For the past few years, the National Labor Relations Board (NLRB) has been on the warpath over employer personnel policies. Policy language which had been commonplace and acceptable for decades has suddenly been deemed to have a “chilling” effect on employee rights under federal labor law, and therefore, is illegal under the National Labor Relations Act. Many of these decisions have been arbitrary, inconsistent and lacking in common sense. Nevertheless, employers — both union and non-union — are stuck with them, at least for the time being. Therefore you need to stay abreast of the latest developments in this area.

[Richard M. Albert]

While the dizzying array of recent NLRB decisions on personnel policy language is often very fact specific, and seemingly dependent on factors which defy easy description or understanding, there are certain categories of personnel policies that have received the most recent attention from the NLRB. There are a handful of patterns that seem to emerge from each of those areas:

· Policies on maintaining confidentiality: The NLRB has made clear that broad language requiring employees to maintain confidentiality about workplace issues is likely to be troublesome, and that employees must be allowed to discuss with others their workplace concerns. Employers are, therefore, well advised to offer specific guidance in their policies as to what is considered “confidential” and to limit that definition to financial, strategic, or marketing information, which is proprietary and not available to the general public.
· Policies on workplace conduct standards: The NLRB has directed that employer policies must not foreclose certain kinds of workplace behavior violations, if doing so could be viewed as shutting down employee ability to engage in protected activity under federal labor law.

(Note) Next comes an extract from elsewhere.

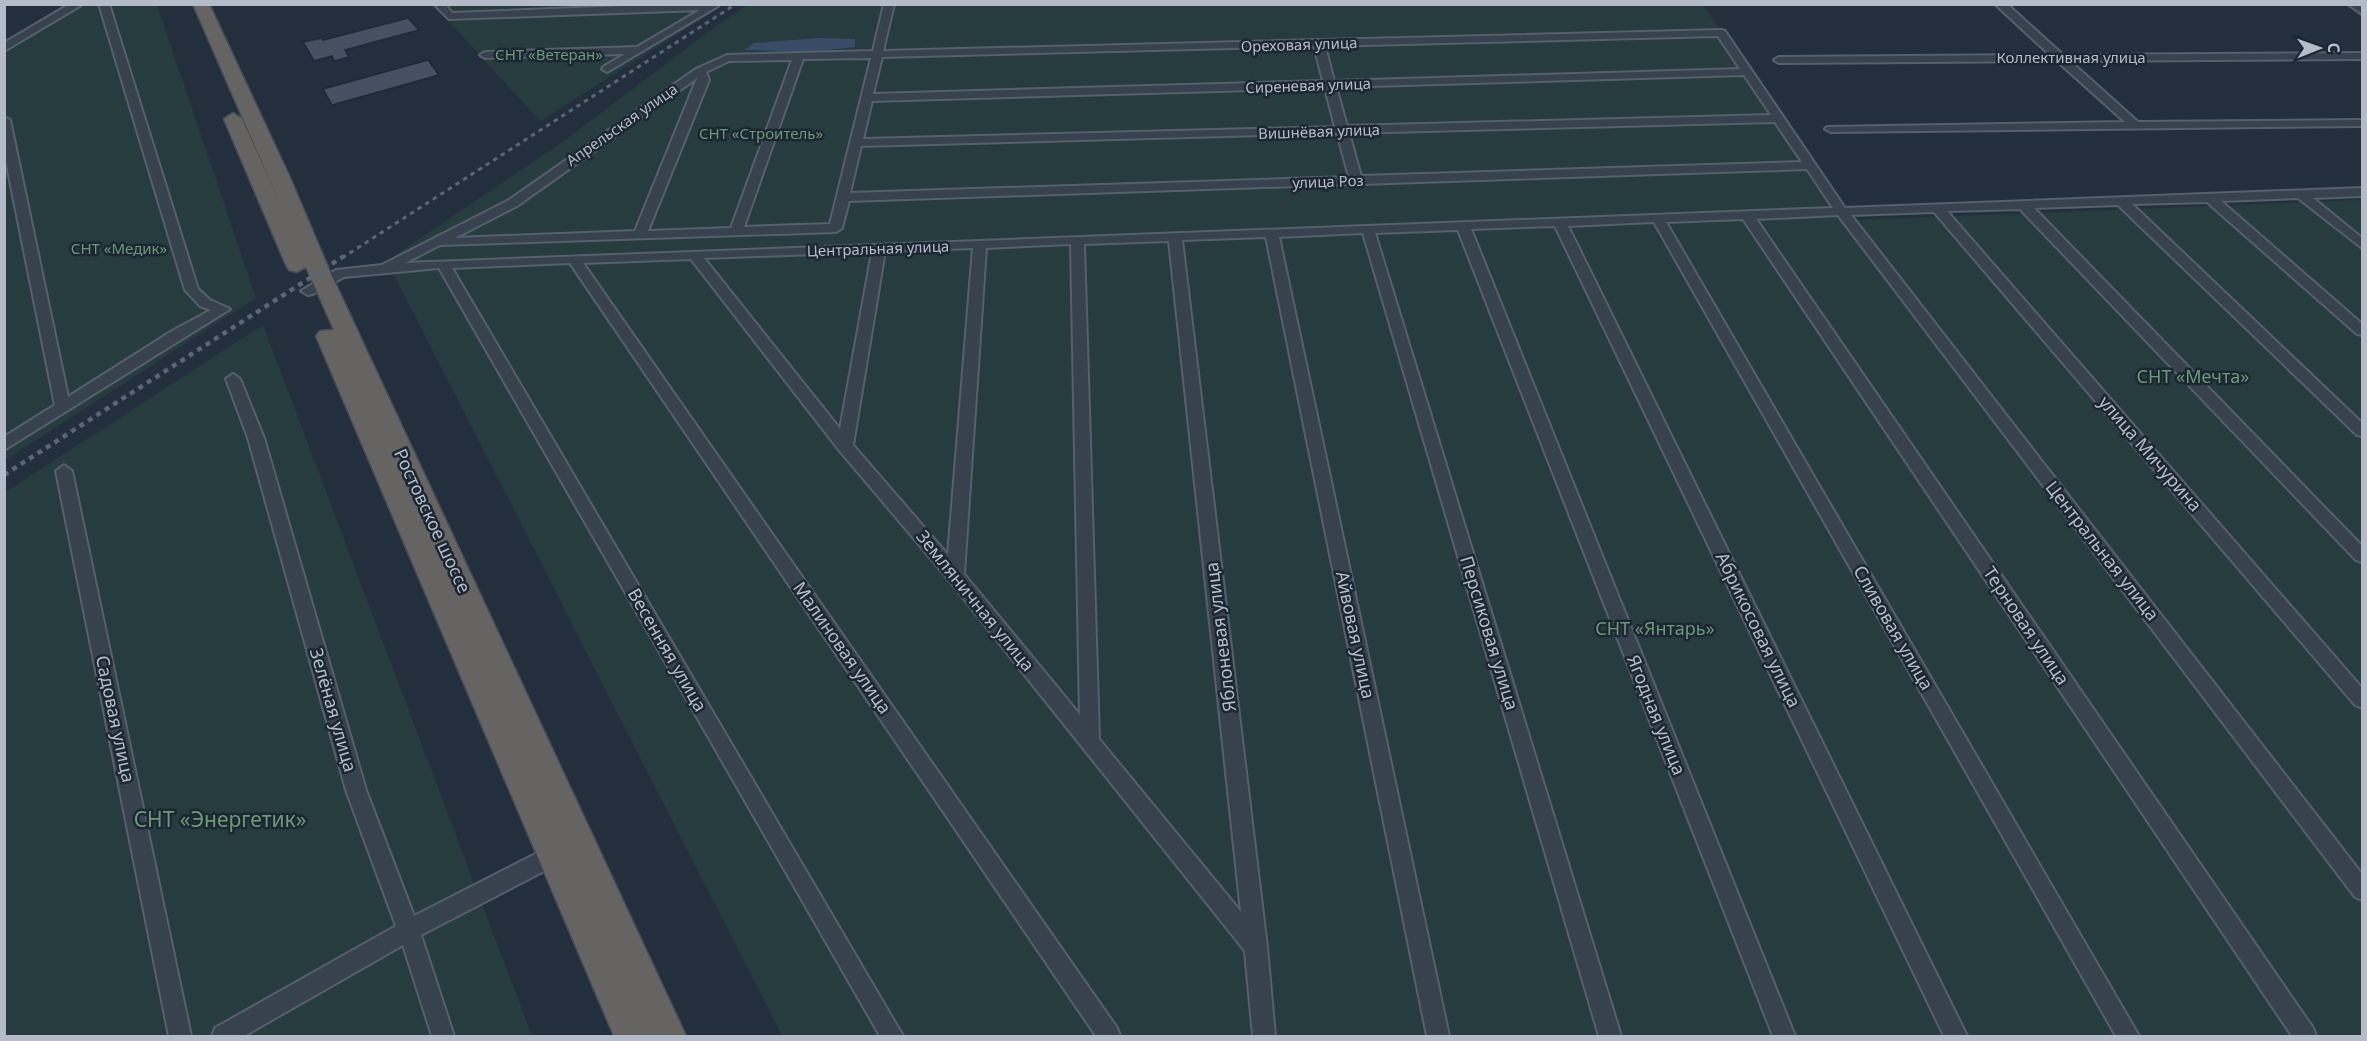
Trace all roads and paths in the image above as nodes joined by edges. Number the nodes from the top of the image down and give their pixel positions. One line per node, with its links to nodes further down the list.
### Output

For example, policy statements that “offensive” or “disrespectful” behavior is unacceptable have been found unlawful by the NLRB. While reading NLRB tea leaves in this area is a daunting task, we can say that employer policies are less likely to be put through the NLRB grinder if they describe serious or illegal misconduct such as insubordination, threats, or harassment.
· Conflict of interest policies: Broad language prohibiting employees from engaging in actions that are in conflict with employer interests is very likely to draw fire from the NLRB. Instead, policies in this area should more specifically focus on conflicts with employer business or financial interests, or engaging in activities that would interfere with an employee’s judgment in performing his or her job responsibilities.
· Policies on interactions with third parties: Employer policies that prohibit employees from speaking to the media or to government agencies will almost certainly be struck down by today’s NLRB. Instead, employers should make clear that employees, if speaking to the media, should make clear that they are not speaking on behalf of the employer and are expressing their own views. Additionally, any limitations on employees speaking with government agencies or outside investigators are very likely to be struck down.
· Social media policies: The NLRB has been very sensitive about social media policies that may restrict employee social media activities. Broad language prohibiting employees from making comments on social media “not in the employer’s best interests” or which “reflect poorly on the company” are likely going to be found unlawful. More pinpointed restrictions, such as prohibiting employees from sharing properly defined confidential or proprietary information, are more likely to survive NLRB review. Additionally, employees may be instructed that they should make clear that their comments on social media do not reflect the official views of the company.
· Solicitation/distribution policies: This favorite target of NLRB criticism continues to be an area which employers must look at very carefully to ensure that there are no words, phrases, or sentences that may be in violation of NLRB dogma in this area. Periodic legal review of these policies is a must.
· Policies restricting employees’ ability to leave work: Many employers maintain policies that prohibit employees from leaving work without permission, or walking off the job. Perhaps not surprisingly, the NLRB has taken the position that such a policy may lead employees to believe that they cannot engage in protected strike activity or other protected job actions and is, therefore, unlawful. An exception to this has been recognized for employees who provide direct patient care services, but the general issue remains.

Unions are more and more often filing unfair labor practice charges with the NLRB about personnel policy language in an effort to gain organizing leverage against non-union facilities. For these reasons, employers of all kinds should review their policies regularly in order to ensure they do not violate the latest and not-so-greatest NLRB standards in this ever-changing area.